Where’s the truth in all that memory? Where’s not just its skin but its substance? My adolescence was scarred, like a knife’s blade cutting into wood, by a lingering sorrow, an unrequited love, various attachments forsaken, the whip and recoil of anger and fear. But that must not be the whole story; there must have been, before the sorrows I can name, sorrows I cannot. Perhaps there’s a whole chain of such sorrows, all of them strung together like a devil’s demented version of a charm bracelet or carnival beads.



This is all too vague, I know, too inscrutable, too masked by metaphor, but there are still places to which I will not go – items laid out on that flea-market table that I will not buy or even pick up to inspect. The price is, I guess, still too high for me to harbor any hope that I can haggle it down to something I can afford.

I can’t afford any of it, not any more.
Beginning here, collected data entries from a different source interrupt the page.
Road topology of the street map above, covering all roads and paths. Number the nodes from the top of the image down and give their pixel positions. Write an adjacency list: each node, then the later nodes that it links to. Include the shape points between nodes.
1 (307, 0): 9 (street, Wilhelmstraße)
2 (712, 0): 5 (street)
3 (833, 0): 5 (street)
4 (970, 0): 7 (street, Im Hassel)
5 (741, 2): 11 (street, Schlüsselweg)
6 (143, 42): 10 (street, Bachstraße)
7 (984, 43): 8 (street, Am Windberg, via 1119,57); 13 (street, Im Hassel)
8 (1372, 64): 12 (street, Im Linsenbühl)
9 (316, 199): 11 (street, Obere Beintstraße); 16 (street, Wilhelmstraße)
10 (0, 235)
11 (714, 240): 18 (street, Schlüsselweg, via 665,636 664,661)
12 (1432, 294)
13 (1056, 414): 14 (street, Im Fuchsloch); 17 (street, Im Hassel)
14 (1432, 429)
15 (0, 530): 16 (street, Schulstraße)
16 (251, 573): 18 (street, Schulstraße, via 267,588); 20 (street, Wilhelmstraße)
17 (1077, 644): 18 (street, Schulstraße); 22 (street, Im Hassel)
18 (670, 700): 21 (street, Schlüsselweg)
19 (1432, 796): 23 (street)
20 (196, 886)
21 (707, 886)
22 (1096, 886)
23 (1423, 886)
I’ve got more years of happiness going now than I ever thought I’d get.

But there’s a price to that happiness as well, and it’s one that in many ways I’m weary of paying. I tell this to my students all the time: once there’s happiness, the story is done. When the conflict is resolved, there’s not much left we want to hear. They lived, we’re told, happily ever after. And that’s enough. We don’t need – don’t want – any more details.
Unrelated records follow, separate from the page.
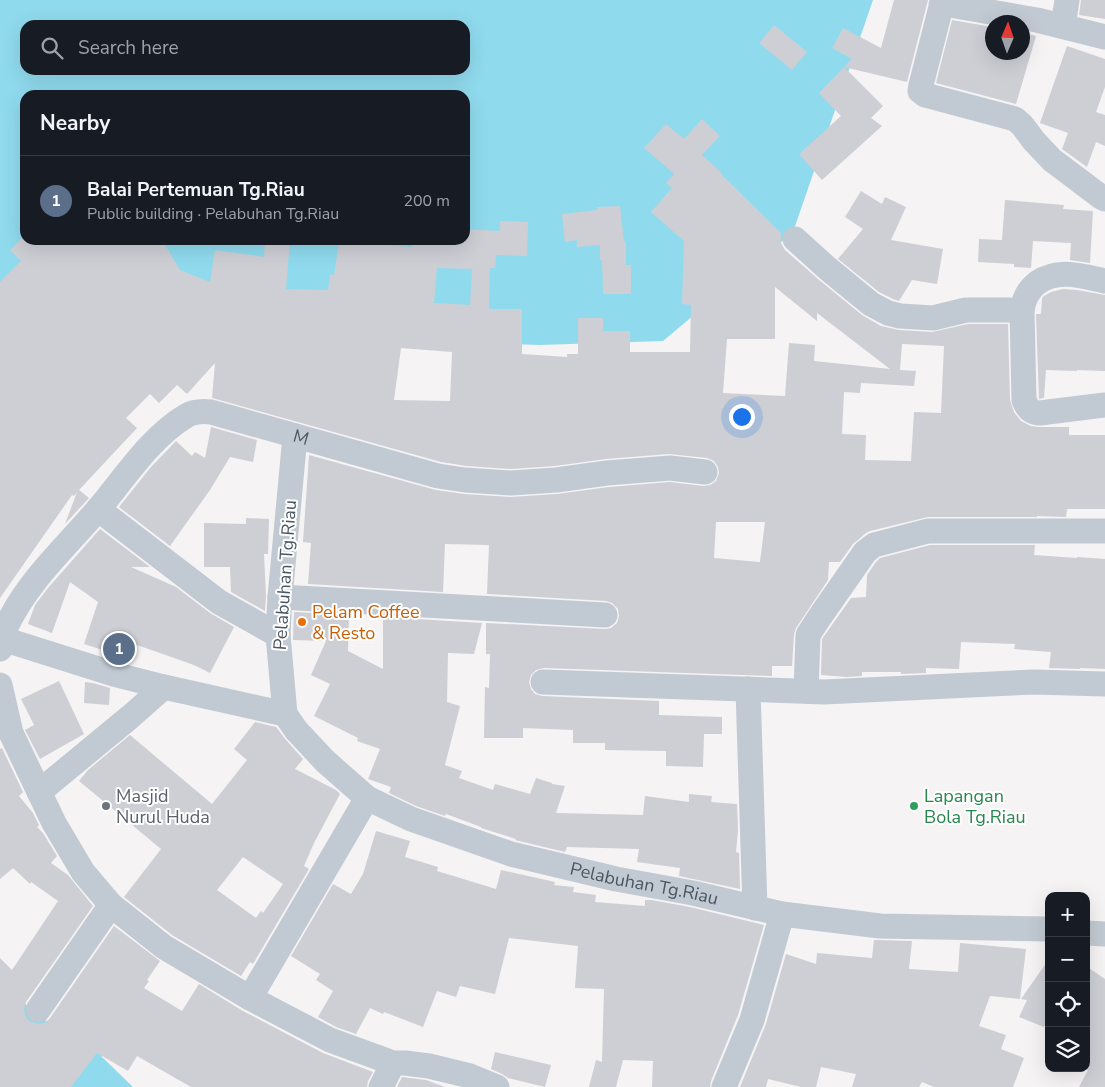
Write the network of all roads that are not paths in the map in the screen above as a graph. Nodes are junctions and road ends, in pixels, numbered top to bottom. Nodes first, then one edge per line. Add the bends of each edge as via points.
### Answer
1 (1067, 0) edge
2 (1062, 26) junction
3 (1105, 37) edge
4 (1105, 199) edge
5 (795, 239) dead end
6 (1105, 281) edge
7 (1022, 310) junction
8 (1105, 406) edge
9 (295, 436) junction
10 (705, 472) dead end
11 (98, 509) junction
12 (1105, 531) edge
13 (280, 597) junction
14 (605, 615) dead end
15 (278, 635) junction
16 (1, 644) edge
17 (544, 682) dead end
18 (1105, 684) edge
19 (0, 685) edge
20 (164, 687) junction
21 (748, 689) junction
22 (806, 691) junction
23 (284, 714) junction
24 (39, 792) junction
25 (367, 798) junction
26 (111, 905) junction
27 (755, 908) junction
28 (782, 914) junction
29 (1045, 929) edge
30 (1090, 933) edge
31 (1105, 934) edge
32 (250, 998) junction
33 (38, 1010) dead end
34 (393, 1063) junction
35 (381, 1087) edge
36 (497, 1087) edge
37 (724, 1087) edge

1 - 2 street
2 - 3 street
2 - 4 street via 941,5 920,91 1015,119 1052,160
5 - 7 street via 871,304 888,313 933,318 966,310
6 - 7 street via 1074,274 1045,277 1030,289
7 - 8 street via 1026,407 1040,413
9 - 10 street, M via 438,476 465,480 511,483 670,468
9 - 11 street, M via 198,411 172,425 152,444
9 - 13 street, Pelabuhan Tg.Riau
11 - 15 street via 219,602
11 - 16 street, M via 43,570 18,606
12 - 22 street via 928,531 874,544 865,552 808,635
13 - 14 street
13 - 15 street, Pelabuhan Tg.Riau
15 - 23 street, Pelabuhan Tg.Riau
16 - 20 street
17 - 21 street
18 - 22 street via 1034,682
19 - 24 street via 11,733
20 - 23 street
20 - 24 street
21 - 22 street
21 - 27 street
23 - 25 street, Pelabuhan Tg.Riau via 325,761
24 - 26 street via 83,872
25 - 27 street, Pelabuhan Tg.Riau via 411,819 511,854
25 - 32 street
26 - 32 street via 164,947
26 - 33 street
27 - 28 street, Pelabuhan Tg.Riau
28 - 29 street, Pelabuhan Tg.Riau via 880,926
28 - 37 street via 752,1020
30 - 31 street
32 - 34 street via 330,1040
34 - 35 street
34 - 36 street via 421,1065 470,1076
There’s nothing to say about art that isn’t in one way or another about loss. It’s all those same words I mentioned earlier: was, once, remember.

That’s part of the answer, I suppose, why this place that is gone from my life, that has been gone these thirty years, remains alive for me. Back home in New Orleans. It is the place where sorrow lives.

For me. That’s what I meant to say, nothing more: For me it is the place where sorrow lives.

How odd it is to work myself toward such a conclusion on this particular day, on the eve of Mardi Gras, of the city’s giddy exultation, its celebration of all manner of earthly desire and delight.

Even so, even remembering Mardi Gras, I can’t get away from myself.  I remember less the raucous abandon and fabulous feathered masks than the dirty pants-cuffs revealed beneath revelers’ costume hems and the sour smell of warm beer drifting through the air and the stoic faces of the unshaven men who drove the grimy tractors that pulled the parade floats. I remember the unconvincingly tinny heft of silver and gold – and then purple and blue – doubloons and how they sailed through the air and then dizzily spun in the street until someone’s thick heavy shoe stomped them still. I remember the dirty wake behind each parade’s final float, the frighteningly stark spinning lights of police cars and fire trucks as the crowds scattered, occasional hoots and hollers here and there but mostly a silence that felt somehow resigned or even shameful, a reluctant admission that no one knew, really, what all the fuss had been about.



I am – I have been – a lucky man. I am grateful beyond measure for my life. I feel a bit like a weary refugee who, in all his aimless wandering, discovers that he has, by some great gift of grace, managed to cross the very border he’d given up any hope of finding. With a single step his despair becomes opportunity, his sorrow supplanted by joy.

Is this new country a place where he can live? Or will he forever, no matter the anguish left behind, find himself longing for home?